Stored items
----------------
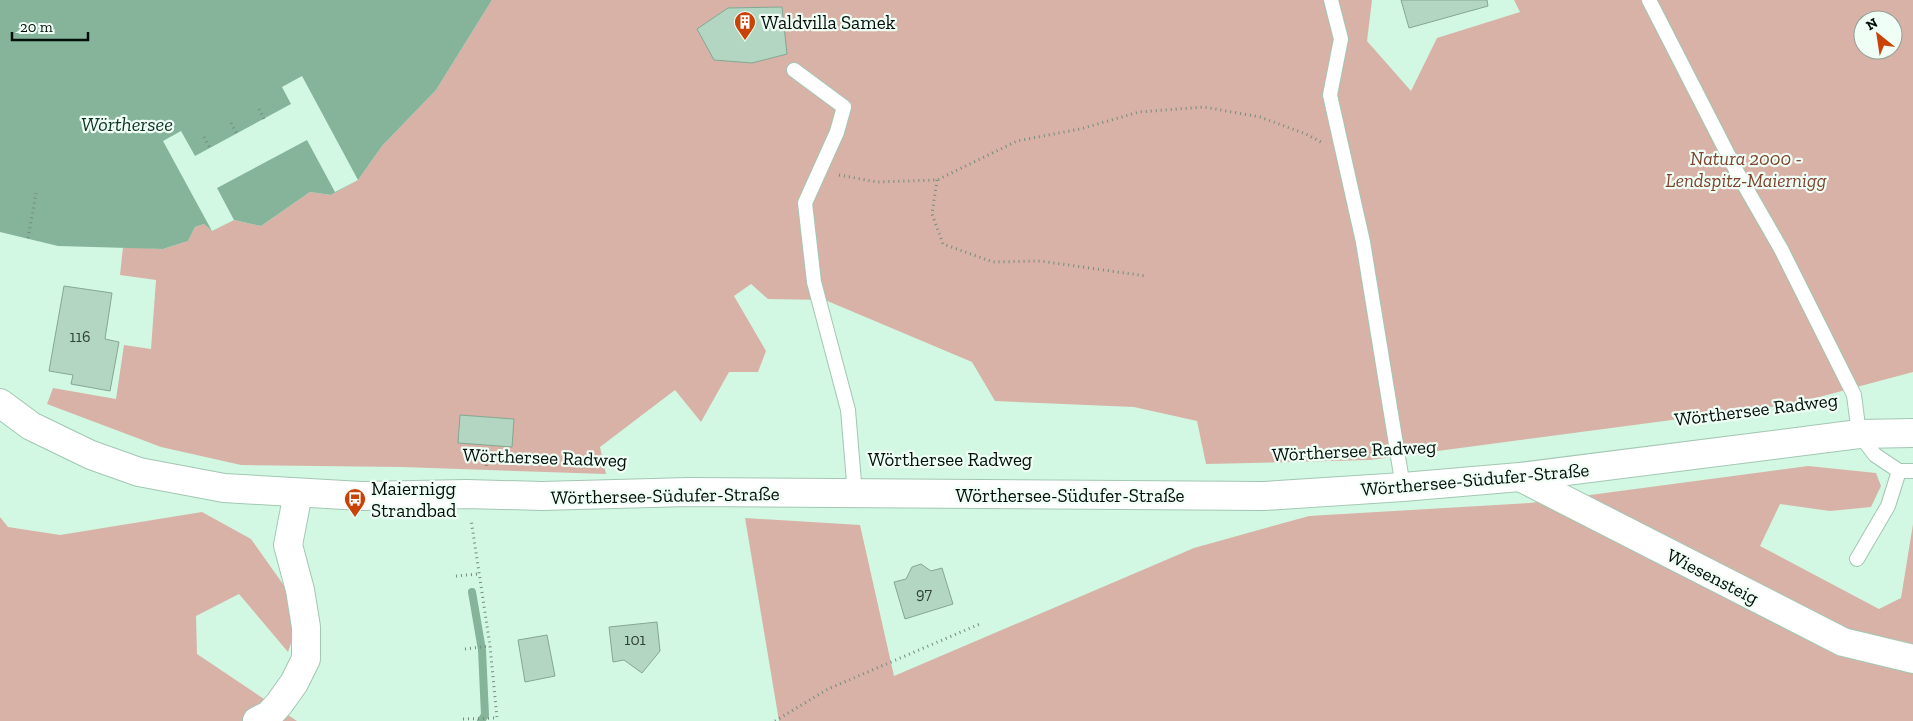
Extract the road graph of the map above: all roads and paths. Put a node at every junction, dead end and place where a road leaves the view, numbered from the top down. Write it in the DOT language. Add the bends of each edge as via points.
graph roads {
  1 [pos="1331,0"];
  2 [pos="1649,0"];
  3 [pos="794,70"];
  4 [pos="259,109"];
  5 [pos="264,119"];
  6 [pos="232,123"];
  7 [pos="237,134"];
  8 [pos="204,137"];
  9 [pos="210,148"];
  10 [pos="1343,154"];
  11 [pos="819,171"];
  12 [pos="937,180"];
  13 [pos="36,193"];
  14 [pos="28,238"];
  15 [pos="1146,276"];
  16 [pos="0,403"];
  17 [pos="1913,432"];
  18 [pos="1859,434"];
  19 [pos="467,463"];
  20 [pos="494,471"];
  21 [pos="1906,471"];
  22 [pos="1520,477"];
  23 [pos="1403,487"];
  24 [pos="298,493"];
  25 [pos="855,494"];
  26 [pos="471,518"];
  27 [pos="1857,559"];
  28 [pos="478,574"];
  29 [pos="456,576"];
  30 [pos="982,623"];
  31 [pos="490,646"];
  32 [pos="465,649"];
  33 [pos="1913,659"];
  34 [pos="463,719"];
  35 [pos="257,721"];
  36 [pos="775,721"];
  1 -- 10 [label="lane" via="1341,39 1330,95"];
  2 -- 18 [label="lane" via="1738,174 1781,249 1854,396"];
  3 -- 11 [label="lane" via="844,108"];
  4 -- 5 [label="path"];
  6 -- 7 [label="path"];
  8 -- 9 [label="path"];
  10 -- 12 [label="path" via="1306,134 1260,117 1204,107 1139,112 1080,129 1017,141"];
  10 -- 23 [label="lane" via="1363,242"];
  11 -- 12 [label="path" via="877,182"];
  11 -- 25 [label="lane" via="805,203 812,272 848,410"];
  12 -- 15 [label="path" via="932,214 944,244 993,262 1040,260"];
  13 -- 14 [label="path"];
  16 -- 24 [label="main road, Wörthersee-Südufer-Straße" via="31,426 90,455 139,472 224,488"];
  17 -- 18 [label="main road, Wörthersee-Südufer-Straße"];
  18 -- 21 [label="lane" via="1875,455"];
  18 -- 22 [label="main road, Wörthersee-Südufer-Straße"];
  19 -- 20 [label="path, Wörthersee Radweg" via="466,449 487,450 485,471"];
  21 -- 27 [label="lane"];
  22 -- 23 [label="main road, Wörthersee-Südufer-Straße"];
  22 -- 33 [label="main road, Wiesensteig" via="1842,642"];
  23 -- 25 [label="main road, Wörthersee-Südufer-Straße" via="1264,496"];
  24 -- 25 [label="main road, Wörthersee-Südufer-Straße" via="361,496 689,492"];
  24 -- 35 [label="main road" via="288,545 300,590 306,659 279,704 269,715"];
  26 -- 28 [label="path"];
  28 -- 29 [label="path"];
  28 -- 31 [label="path"];
  30 -- 36 [label="path" via="828,689"];
  31 -- 32 [label="path"];
  31 -- 34 [label="path" via="497,718"];
}
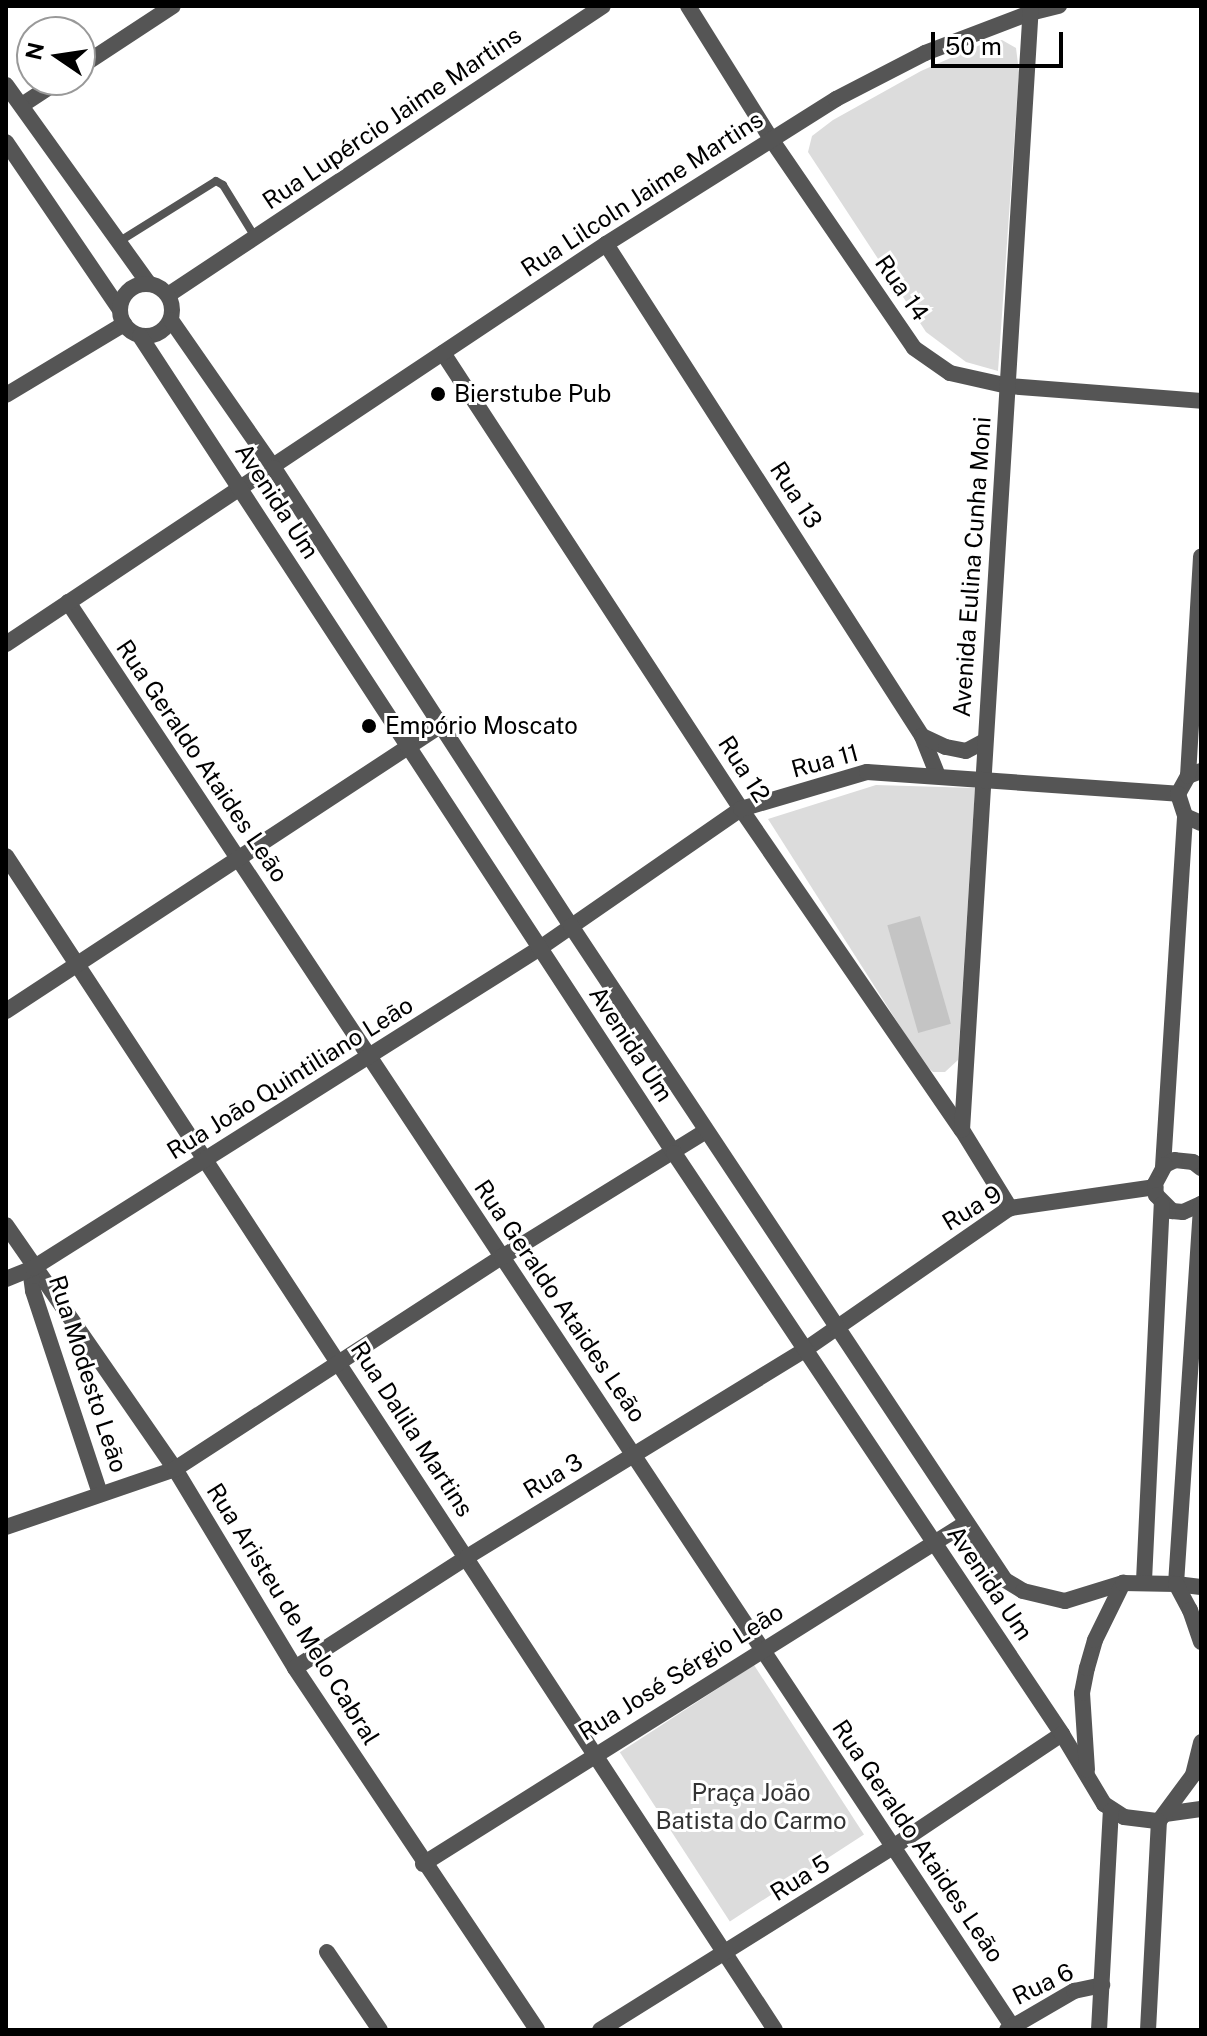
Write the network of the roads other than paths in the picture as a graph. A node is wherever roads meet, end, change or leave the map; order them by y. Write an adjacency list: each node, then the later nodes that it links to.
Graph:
1 (173, 6): 6 (street)
2 (603, 6): 12 (street, Rua Lupércio Jaime Martins)
3 (688, 6): 10 (street, Rua 14)
4 (1059, 6): 5 (street, Rua Lilcoln Jaime Martins)
5 (1030, 10): 10 (street, Rua Lilcoln Jaime Martins); 21 (street, Avenida Eulina Cunha Moni)
6 (96, 57)
7 (6, 85): 9 (street)
8 (36, 96): 9 (street)
9 (22, 105): 13 (street)
10 (771, 139): 14 (street, Rua Lilcoln Jaime Martins); 21 (street, Rua 14)
11 (6, 142): 17 (street)
12 (256, 237): 13 (lane); 16 (street, Rua Lupércio Jaime Martins)
13 (120, 241): 15 (street)
14 (606, 244): 20 (street, Rua Lilcoln Jaime Martins); 30 (street, Rua 13)
15 (149, 284): 16 (street); 17 (street)
16 (168, 295): 18 (street)
17 (122, 316): 19 (street); 22 (street)
18 (171, 320): 19 (street); 24 (street, Avenida Um)
19 (140, 336): 25 (street, Avenida Um)
20 (443, 353): 24 (street, Rua Lilcoln Jaime Martins); 37 (street, Rua 12)
21 (1008, 386): 23 (street, Rua 14); 31 (street, Avenida Eulina Cunha Moni)
22 (6, 395)
23 (1201, 401)
24 (274, 468): 25 (street, Rua Lilcoln Jaime Martins); 29 (street, Avenida Um)
25 (241, 490): 27 (street); 32 (street, Avenida Um)
26 (1201, 556): 33 (street)
27 (68, 602): 28 (street); 41 (street, Rua Geraldo Ataides Leão)
28 (6, 644)
29 (443, 724): 32 (street); 42 (street, Avenida Um)
30 (922, 736): 31 (street); 34 (street, Rua 13)
31 (985, 741): 35 (street, Avenida Eulina Cunha Moni)
32 (409, 748): 41 (street); 43 (street, Avenida Um)
33 (1194, 774): 36 (street)
34 (938, 776): 35 (street, Rua 11); 37 (street, Rua 11)
35 (983, 781): 36 (street, Rua 11); 47 (street, Avenida Eulina Cunha Moni)
36 (1178, 794): 38 (street)
37 (741, 809): 42 (street, Rua 11); 47 (street, Rua 12)
38 (1185, 816): 39 (street); 51 (street)
39 (1201, 823)
40 (6, 856): 44 (street, Rua Dalila Martins)
41 (239, 859): 44 (street); 46 (street, Rua Geraldo Ataides Leão)
42 (571, 926): 43 (street, Rua João Quintiliano Leão); 48 (street, Avenida Um)
43 (540, 948): 46 (street, Rua João Quintiliano Leão); 49 (street, Avenida Um)
44 (77, 965): 45 (street); 50 (street, Rua Dalila Martins)
45 (6, 1011)
46 (369, 1056): 50 (street, Rua João Quintiliano Leão); 58 (street, Rua Geraldo Ataides Leão)
47 (962, 1130): 56 (street, Rua 12)
48 (706, 1131): 49 (street); 61 (street, Avenida Um)
49 (674, 1153): 58 (street); 62 (street, Avenida Um)
50 (205, 1159): 59 (street, Rua João Quintiliano Leão); 63 (street, Rua Dalila Martins)
51 (1163, 1167): 52 (street); 53 (street)
52 (1201, 1168)
53 (1155, 1187): 54 (street); 56 (street, Rua 9)
54 (1162, 1204): 55 (street); 72 (street)
55 (1201, 1204): 64 (street)
56 (1010, 1208): 61 (street, Rua 9)
57 (6, 1225): 59 (street, Rua Aristeu de Melo Cabral)
58 (502, 1257): 63 (street); 65 (street, Rua Geraldo Ataides Leão)
59 (31, 1269): 60 (street, Rua João Quintiliano Leão); 66 (street, Rua Aristeu de Melo Cabral); 67 (street, Rua Modesto Leão)
60 (6, 1279)
61 (836, 1326): 62 (street, Rua 3); 68 (street, Avenida Um)
62 (806, 1349): 65 (street, Rua 3); 70 (street, Avenida Um)
63 (339, 1362): 66 (street); 71 (street, Rua Dalila Martins)
64 (1194, 1391): 74 (street)
65 (634, 1456): 71 (street, Rua 3); 77 (street, Rua Geraldo Ataides Leão)
66 (175, 1469): 67 (street); 78 (street, Rua Aristeu de Melo Cabral)
67 (100, 1493): 69 (street)
68 (966, 1523): 70 (street, Rua José Sérgio Leão); 73 (street, Avenida Um)
69 (6, 1527)
70 (935, 1543): 77 (street, Rua José Sérgio Leão); 79 (street, Avenida Um)
71 (467, 1557): 78 (street, Rua 3); 81 (street, Rua Dalila Martins)
72 (1144, 1581): 73 (street, Avenida Um); 74 (street, Avenida Um)
73 (1123, 1583): 82 (street)
74 (1176, 1584): 75 (street, Avenida Um); 76 (street)
75 (1201, 1587)
76 (1201, 1642)
77 (762, 1649): 81 (street, Rua José Sérgio Leão); 86 (street, Rua Geraldo Ataides Leão)
78 (295, 1668): 87 (street, Rua Aristeu de Melo Cabral)
79 (1062, 1734): 82 (street, Avenida Um); 86 (street, Rua 5)
80 (1201, 1742): 85 (street)
81 (596, 1753): 87 (street, Rua José Sérgio Leão); 89 (street, Rua Dalila Martins)
82 (1087, 1776): 84 (street, Avenida Um)
83 (1201, 1809): 85 (street)
84 (1111, 1811): 85 (street); 90 (street)
85 (1162, 1818): 97 (street)
86 (893, 1847): 89 (street, Rua 5); 91 (street, Rua Geraldo Ataides Leão)
87 (423, 1864): 93 (street, Rua Aristeu de Melo Cabral)
88 (327, 1952): 92 (street)
89 (725, 1953): 94 (street, Rua 5); 95 (street, Rua Dalila Martins)
90 (1102, 1985): 91 (street, Rua 6); 96 (street)
91 (1009, 2028)
92 (380, 2030)
93 (537, 2030)
94 (600, 2030)
95 (775, 2030)
96 (1099, 2030)
97 (1148, 2030)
----------------
If a line of the data above contains "Eulina", copy it out.

5 (1030, 10): 10 (street, Rua Lilcoln Jaime Martins); 21 (street, Avenida Eulina Cunha Moni)
21 (1008, 386): 23 (street, Rua 14); 31 (street, Avenida Eulina Cunha Moni)
31 (985, 741): 35 (street, Avenida Eulina Cunha Moni)
35 (983, 781): 36 (street, Rua 11); 47 (street, Avenida Eulina Cunha Moni)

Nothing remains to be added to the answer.